The mate sprang upon a hencoop and got into the boat, where his figure was lost. He came out after a few minutes and reported everything in its place. Will returned; he said that the starboard scuttle-butt was half full, took the beaker out of the boat and went forward. When this was filled he took the beaker from the other boat, filled and stowed it in the boat we meant to use.

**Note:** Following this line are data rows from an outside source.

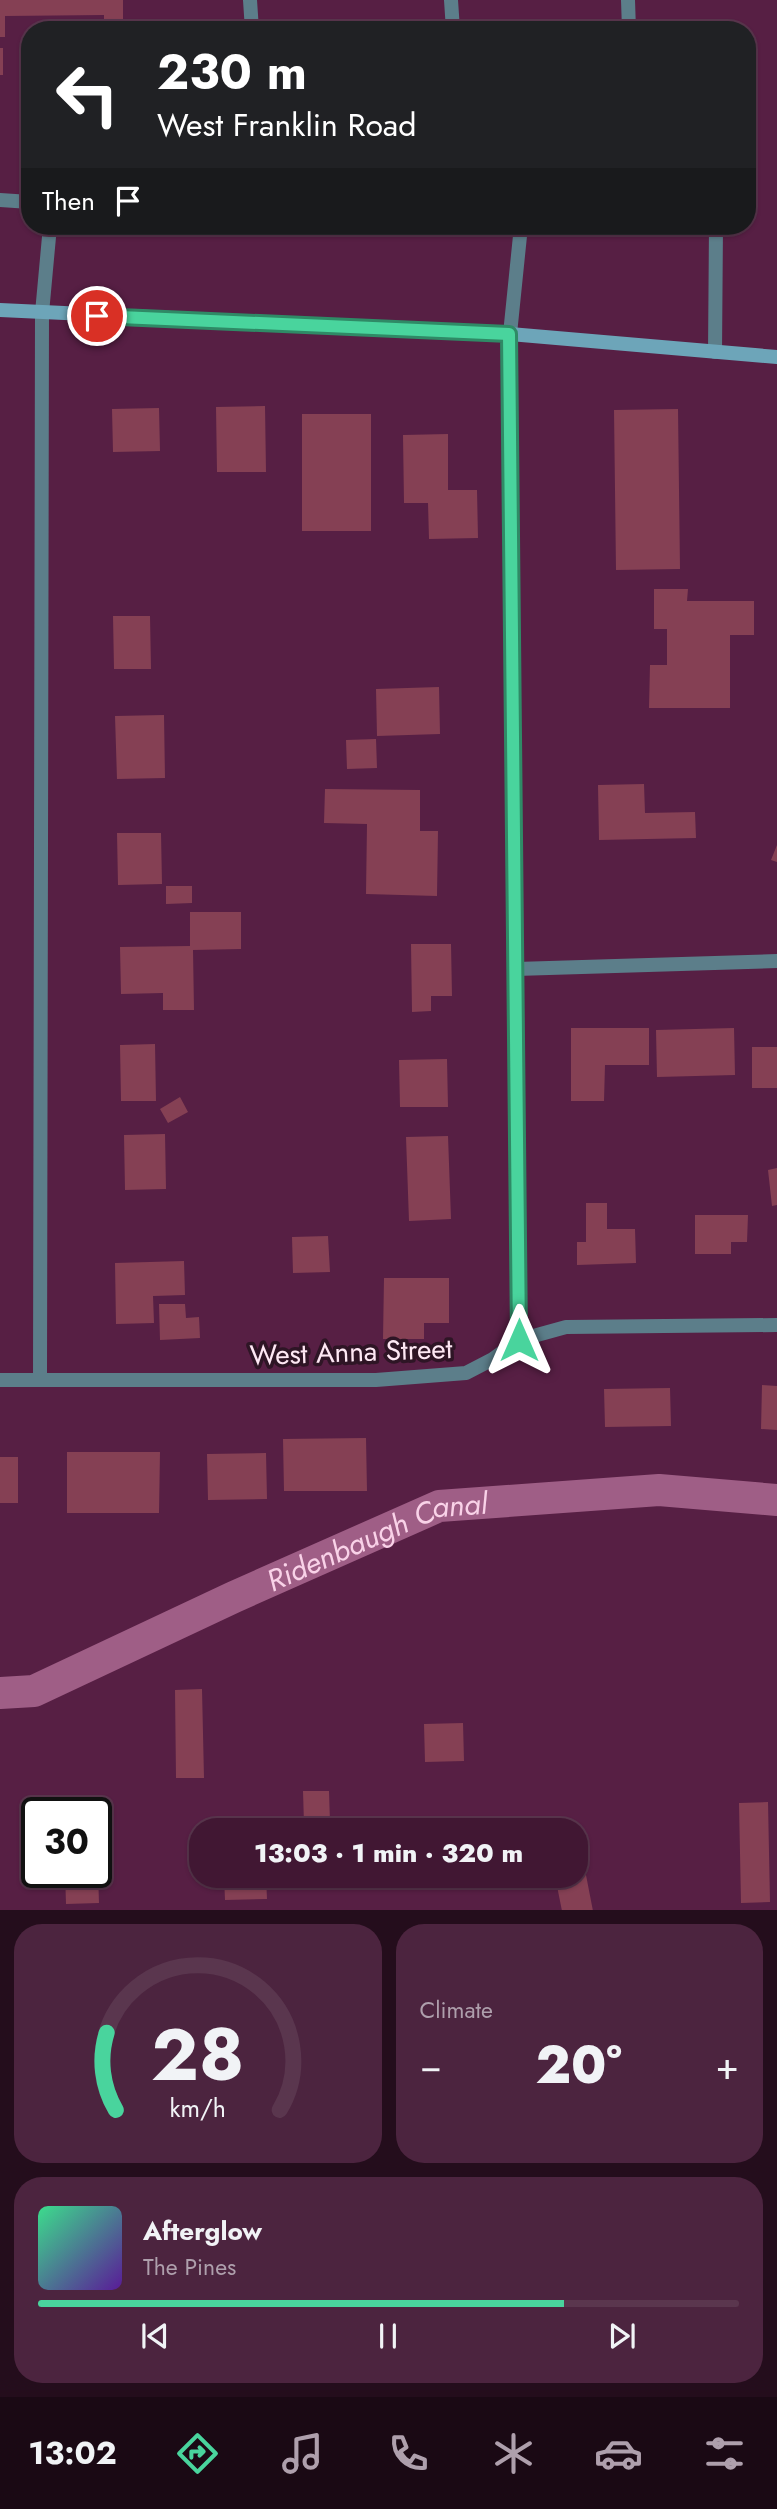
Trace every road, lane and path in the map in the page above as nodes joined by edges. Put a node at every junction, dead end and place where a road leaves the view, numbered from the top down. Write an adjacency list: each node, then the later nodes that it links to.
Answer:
1 (250, 0): 4 (street)
2 (451, 0): 5 (street)
3 (628, 0): 6 (street)
4 (251, 21)
5 (452, 21)
6 (629, 21)
7 (0, 200): 8 (street)
8 (21, 201)
9 (49, 235): 13 (street)
10 (520, 235): 14 (street)
11 (716, 235): 15 (street)
12 (0, 310): 13 (street)
13 (42, 313): 14 (street); 22 (street)
14 (509, 334): 15 (street); 18 (street)
15 (715, 352): 16 (street)
16 (777, 357)
17 (777, 961): 18 (street)
18 (516, 969): 20 (street)
19 (777, 1325): 20 (street, West Anna Street)
20 (519, 1340): 22 (street, West Anna Street)
21 (0, 1380): 22 (street, West Anna Street)
22 (40, 1380)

Just then a hush fell upon the people below. It startled one, so suddenly did it come on top of the noise. The skylights lay wide open; I stepped to one and looked down. Some of the convicts already lay with their heads buried in their arms upon the table, motionless in deep, drunken sleep. Others who were within the compass of my gaze leaned back, staring in the stupefaction of drink with fixed eyes. A few lay like dead men upon the deck. But the great mass were still wide awake, full of the fever of drink and the life of their own hideous spirits; as many as I could see were all looking aft where Abram sat, and I had not been watching a minute when Abram, whose deep bass voice, considerably thickened and deepened yet by the drams he had drained, roared out the following song (I caught some of the words and long afterward met with the verses):

The prize-fighter sang it thus:

As clever Tob Pitch, while the rabble was bawli’g,

Rode stately through ’Olbord to die id his calli’g,

He stopped at the George for a bottle of sack,

A’d probised to pay for it whed he cabe back.